ABOUT THIS TASK => Each line of the listing that contains the word "nodes" is to be copied.

RECORDS SUPPLIED =>

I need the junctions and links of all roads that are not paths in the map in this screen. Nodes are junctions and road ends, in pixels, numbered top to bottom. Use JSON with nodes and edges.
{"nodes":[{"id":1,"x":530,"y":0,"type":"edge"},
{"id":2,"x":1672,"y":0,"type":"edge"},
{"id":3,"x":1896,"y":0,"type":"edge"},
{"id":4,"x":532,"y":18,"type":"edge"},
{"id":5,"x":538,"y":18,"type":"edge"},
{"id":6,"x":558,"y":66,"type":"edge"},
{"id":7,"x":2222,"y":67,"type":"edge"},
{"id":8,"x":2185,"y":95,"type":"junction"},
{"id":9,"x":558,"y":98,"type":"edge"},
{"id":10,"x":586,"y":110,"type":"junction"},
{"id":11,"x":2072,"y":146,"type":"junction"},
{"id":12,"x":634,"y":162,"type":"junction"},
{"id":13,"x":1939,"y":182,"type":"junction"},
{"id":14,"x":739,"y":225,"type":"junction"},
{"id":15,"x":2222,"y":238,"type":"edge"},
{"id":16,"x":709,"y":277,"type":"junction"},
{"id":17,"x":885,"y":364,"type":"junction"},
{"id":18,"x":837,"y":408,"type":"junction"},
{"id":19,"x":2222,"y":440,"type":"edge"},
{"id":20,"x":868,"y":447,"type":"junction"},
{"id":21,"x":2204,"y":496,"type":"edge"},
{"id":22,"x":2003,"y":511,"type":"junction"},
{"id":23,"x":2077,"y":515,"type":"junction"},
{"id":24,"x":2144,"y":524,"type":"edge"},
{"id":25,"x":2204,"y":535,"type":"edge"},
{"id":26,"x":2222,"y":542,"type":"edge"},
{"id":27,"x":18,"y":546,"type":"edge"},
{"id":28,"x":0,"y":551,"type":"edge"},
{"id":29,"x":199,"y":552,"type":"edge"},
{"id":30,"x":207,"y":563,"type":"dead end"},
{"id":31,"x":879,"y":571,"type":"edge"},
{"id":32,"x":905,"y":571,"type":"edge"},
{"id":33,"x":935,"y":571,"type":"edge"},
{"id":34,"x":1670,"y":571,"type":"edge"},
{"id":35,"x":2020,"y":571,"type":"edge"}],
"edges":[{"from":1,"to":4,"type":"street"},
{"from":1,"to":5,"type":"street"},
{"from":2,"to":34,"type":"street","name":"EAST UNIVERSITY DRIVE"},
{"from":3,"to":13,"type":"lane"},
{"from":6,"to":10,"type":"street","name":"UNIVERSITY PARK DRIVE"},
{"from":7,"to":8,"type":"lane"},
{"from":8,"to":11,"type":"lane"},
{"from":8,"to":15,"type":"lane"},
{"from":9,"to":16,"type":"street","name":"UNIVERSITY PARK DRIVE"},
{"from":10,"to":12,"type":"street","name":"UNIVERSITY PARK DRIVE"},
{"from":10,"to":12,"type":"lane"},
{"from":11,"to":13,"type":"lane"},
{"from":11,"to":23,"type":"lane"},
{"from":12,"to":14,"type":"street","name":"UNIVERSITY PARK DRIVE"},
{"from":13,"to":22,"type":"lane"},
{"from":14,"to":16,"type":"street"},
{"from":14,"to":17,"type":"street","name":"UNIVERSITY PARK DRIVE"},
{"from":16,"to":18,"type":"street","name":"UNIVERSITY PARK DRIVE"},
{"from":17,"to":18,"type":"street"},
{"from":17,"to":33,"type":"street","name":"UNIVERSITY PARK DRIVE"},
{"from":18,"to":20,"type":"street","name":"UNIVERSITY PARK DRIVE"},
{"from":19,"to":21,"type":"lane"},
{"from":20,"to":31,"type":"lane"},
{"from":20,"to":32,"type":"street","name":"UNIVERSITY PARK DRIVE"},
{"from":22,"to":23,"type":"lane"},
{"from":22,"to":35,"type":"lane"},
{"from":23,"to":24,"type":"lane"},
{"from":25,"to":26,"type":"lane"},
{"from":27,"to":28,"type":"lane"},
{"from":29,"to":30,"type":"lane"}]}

TASK SOLUTION =>
I need the junctions and links of all roads that are not paths in the map in this screen. Nodes are junctions and road ends, in pixels, numbered top to bottom. Use JSON with nodes and edges.
{"nodes":[{"id":1,"x":530,"y":0,"type":"edge"},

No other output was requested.